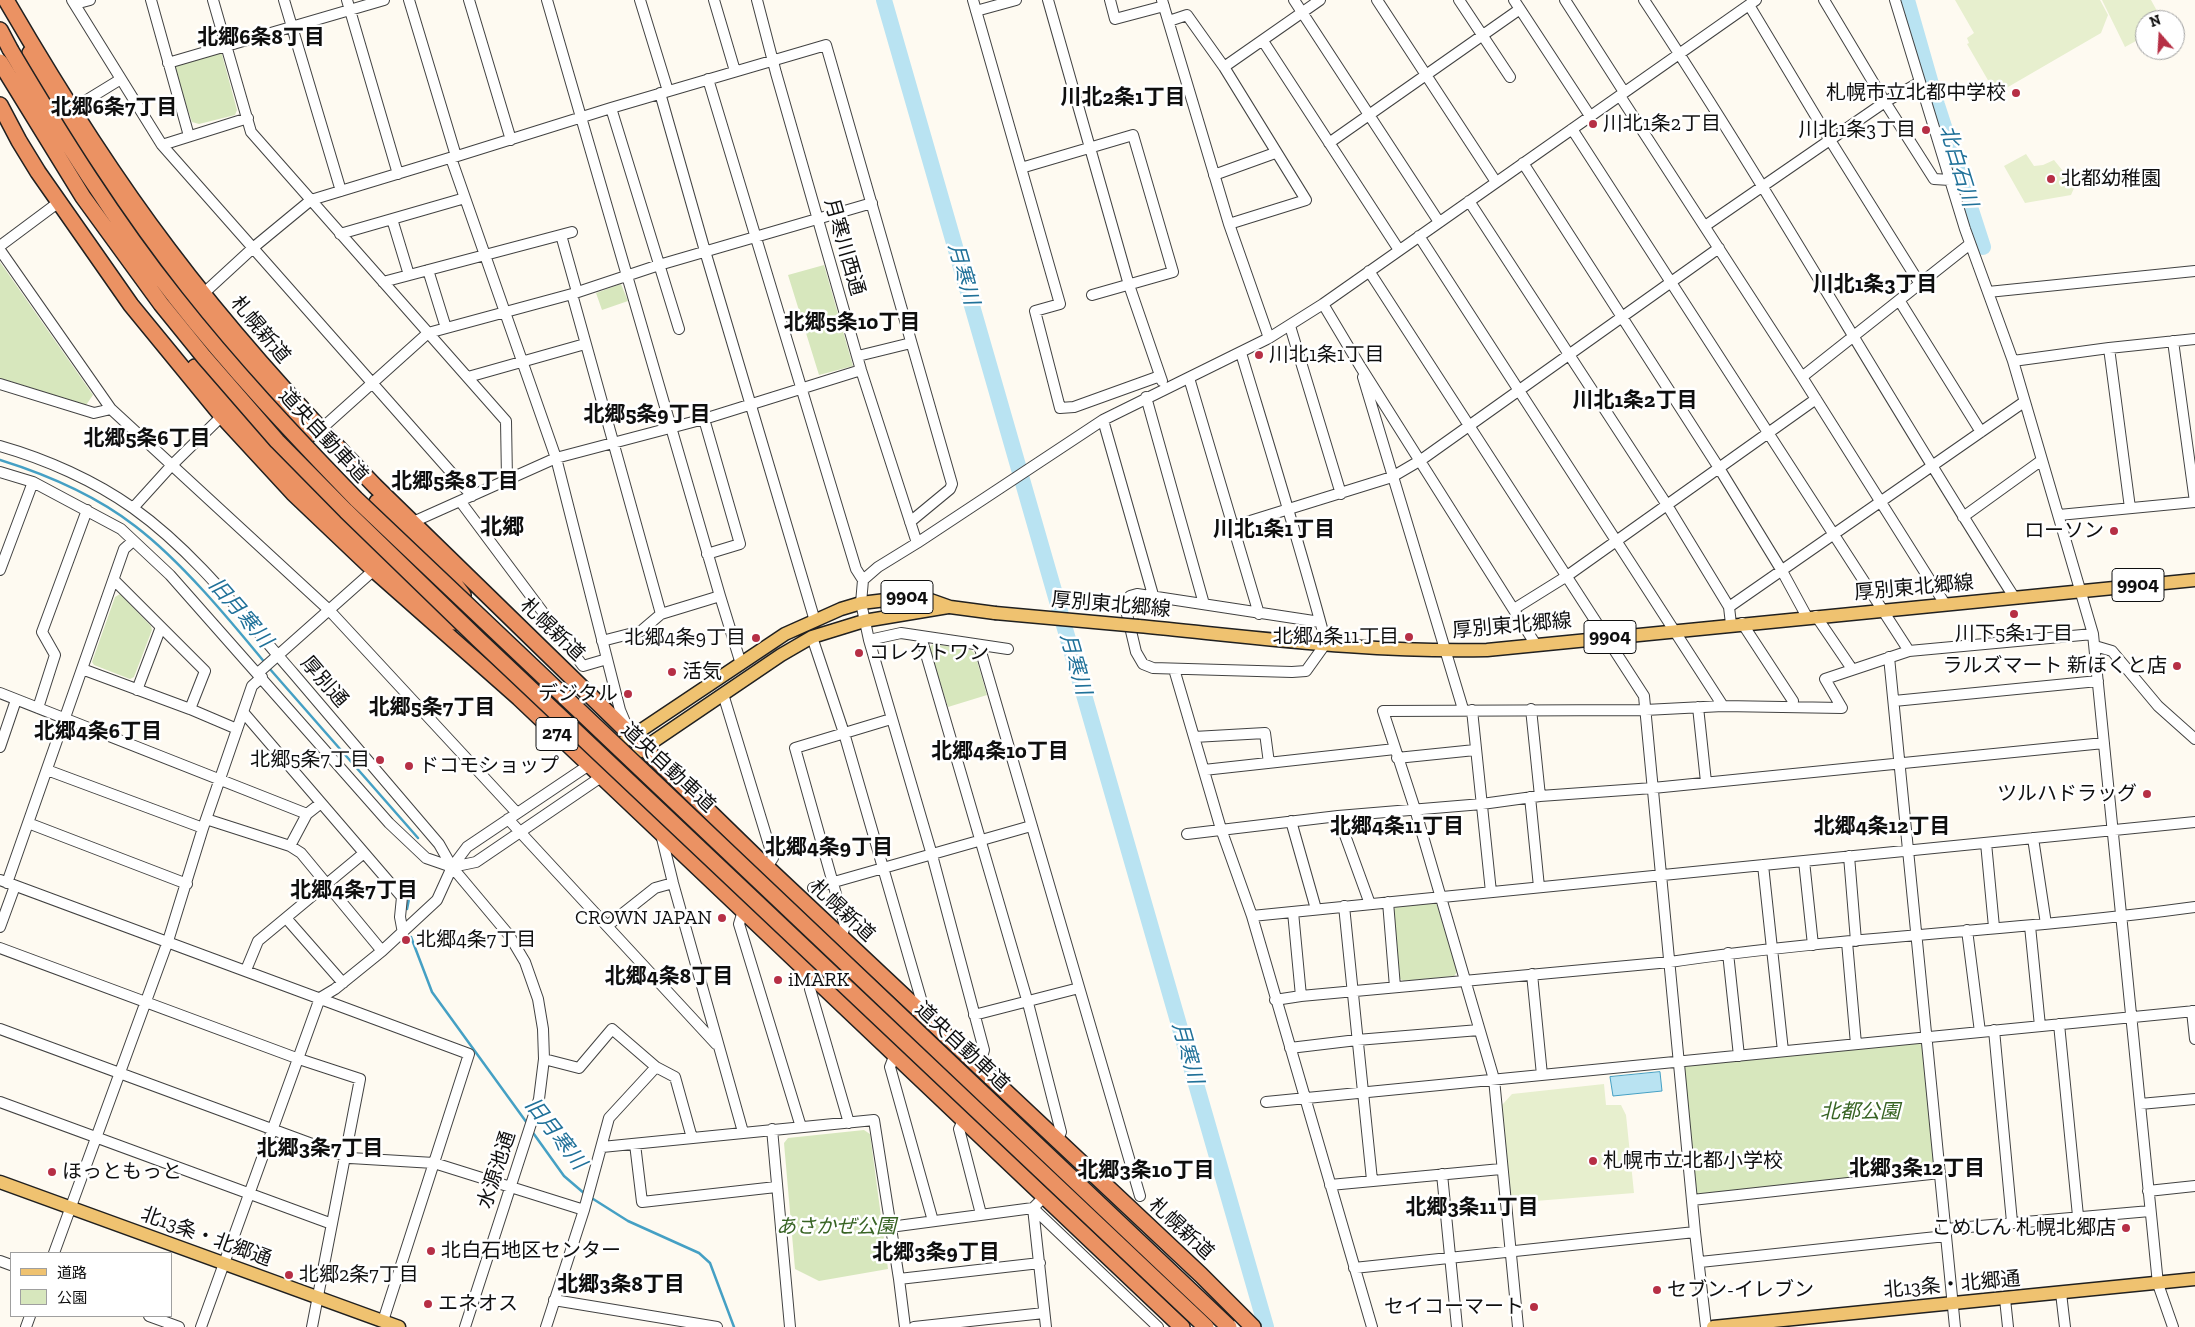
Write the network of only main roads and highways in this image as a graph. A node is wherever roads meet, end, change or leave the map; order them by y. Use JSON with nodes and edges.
******
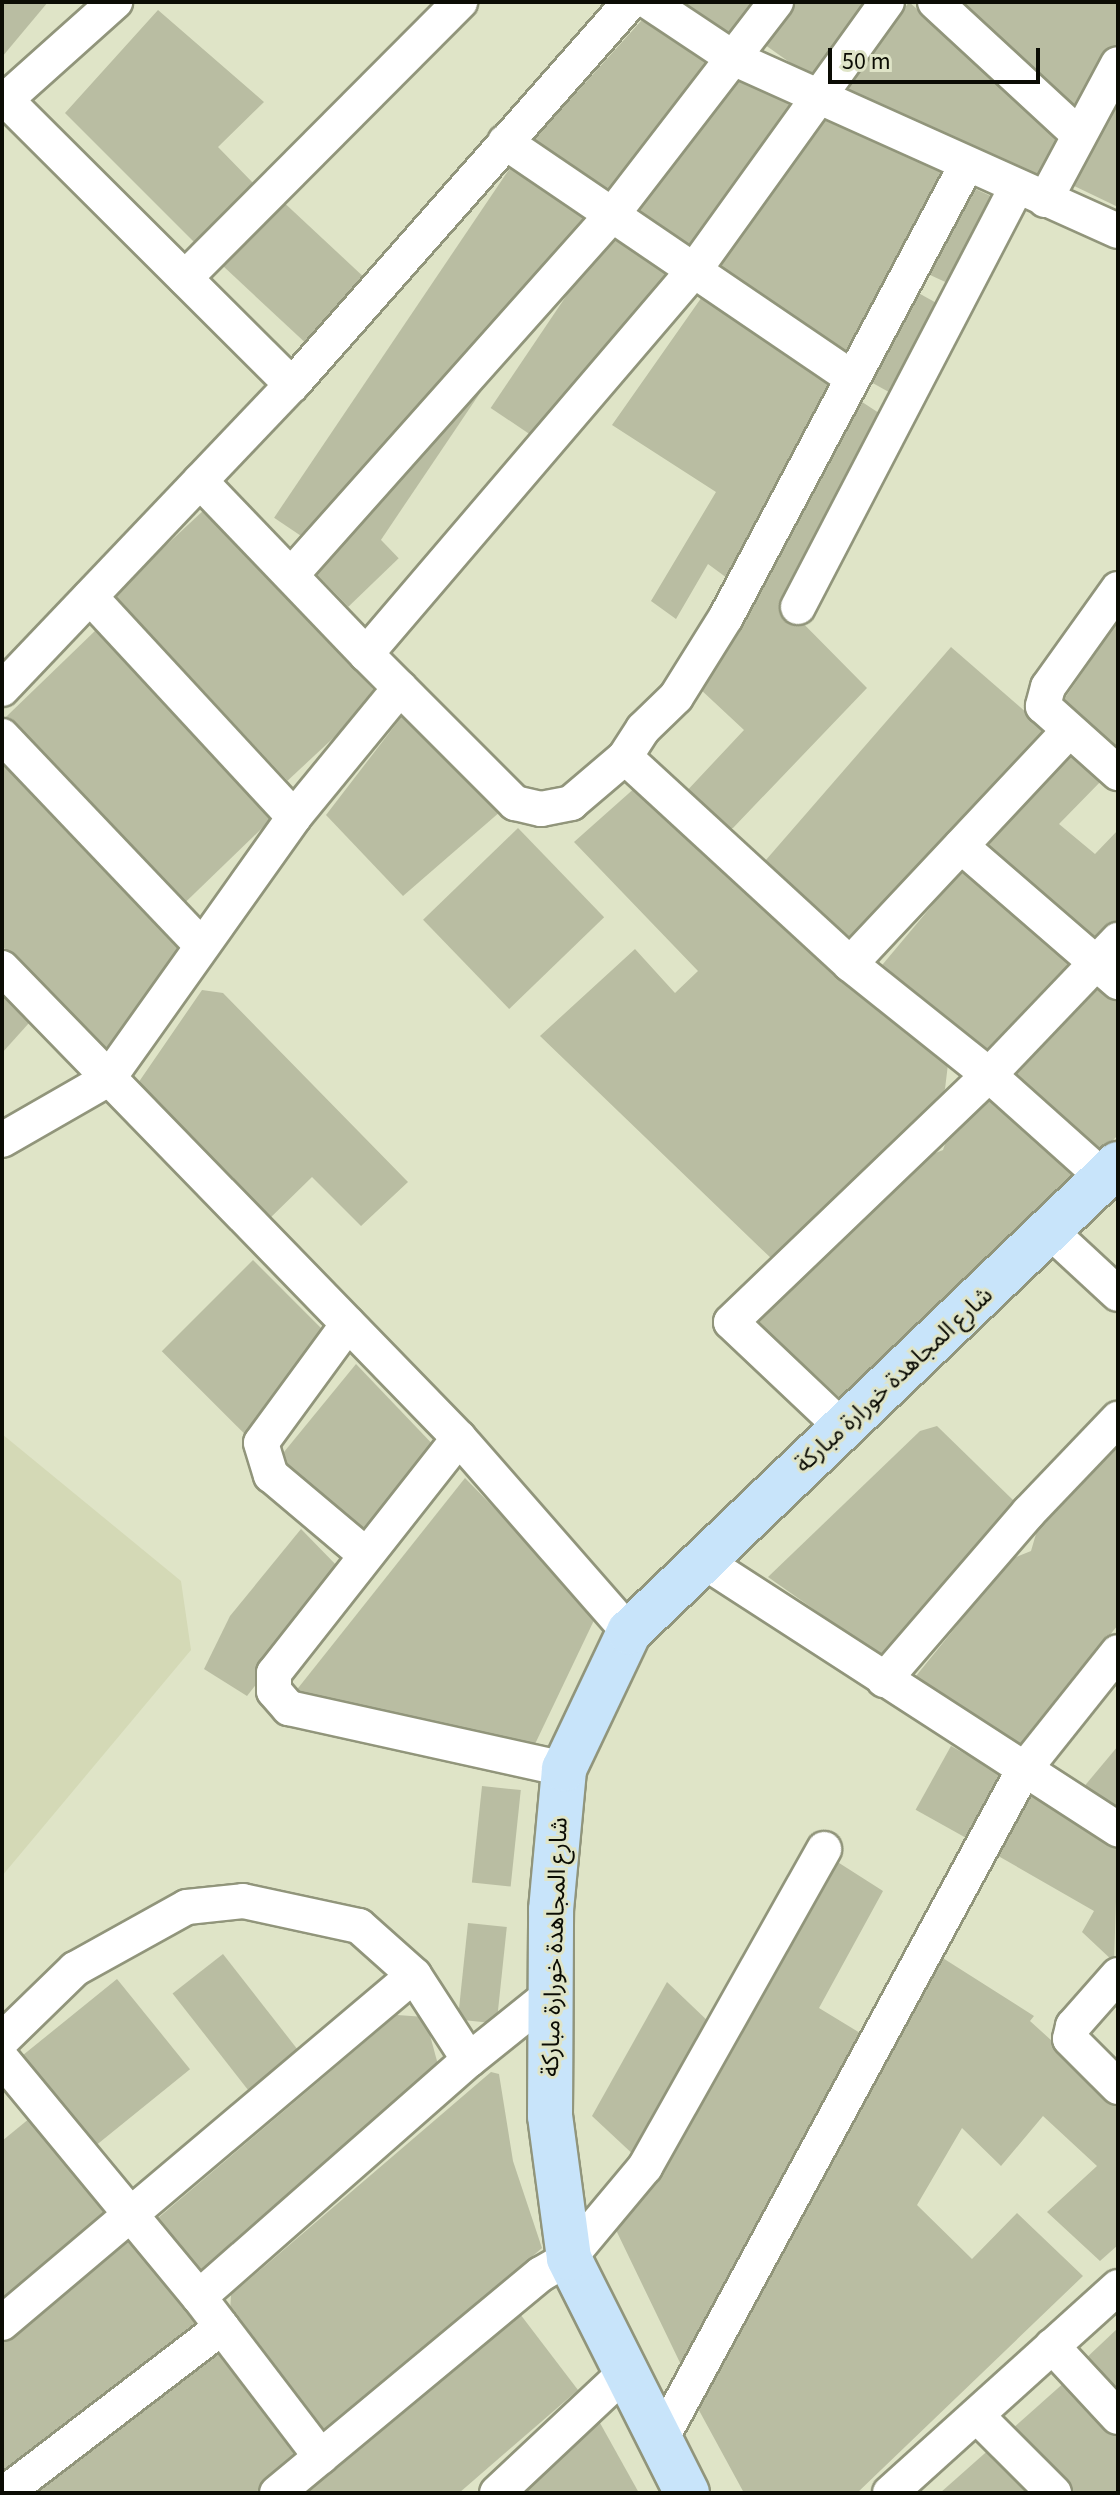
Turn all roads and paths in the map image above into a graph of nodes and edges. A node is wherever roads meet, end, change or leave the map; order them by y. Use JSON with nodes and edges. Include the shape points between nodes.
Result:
******
_Exercise objective:_ When a line of the material above contains the string "leave", it counts. State the total and nothing more.

_Task result:_ 2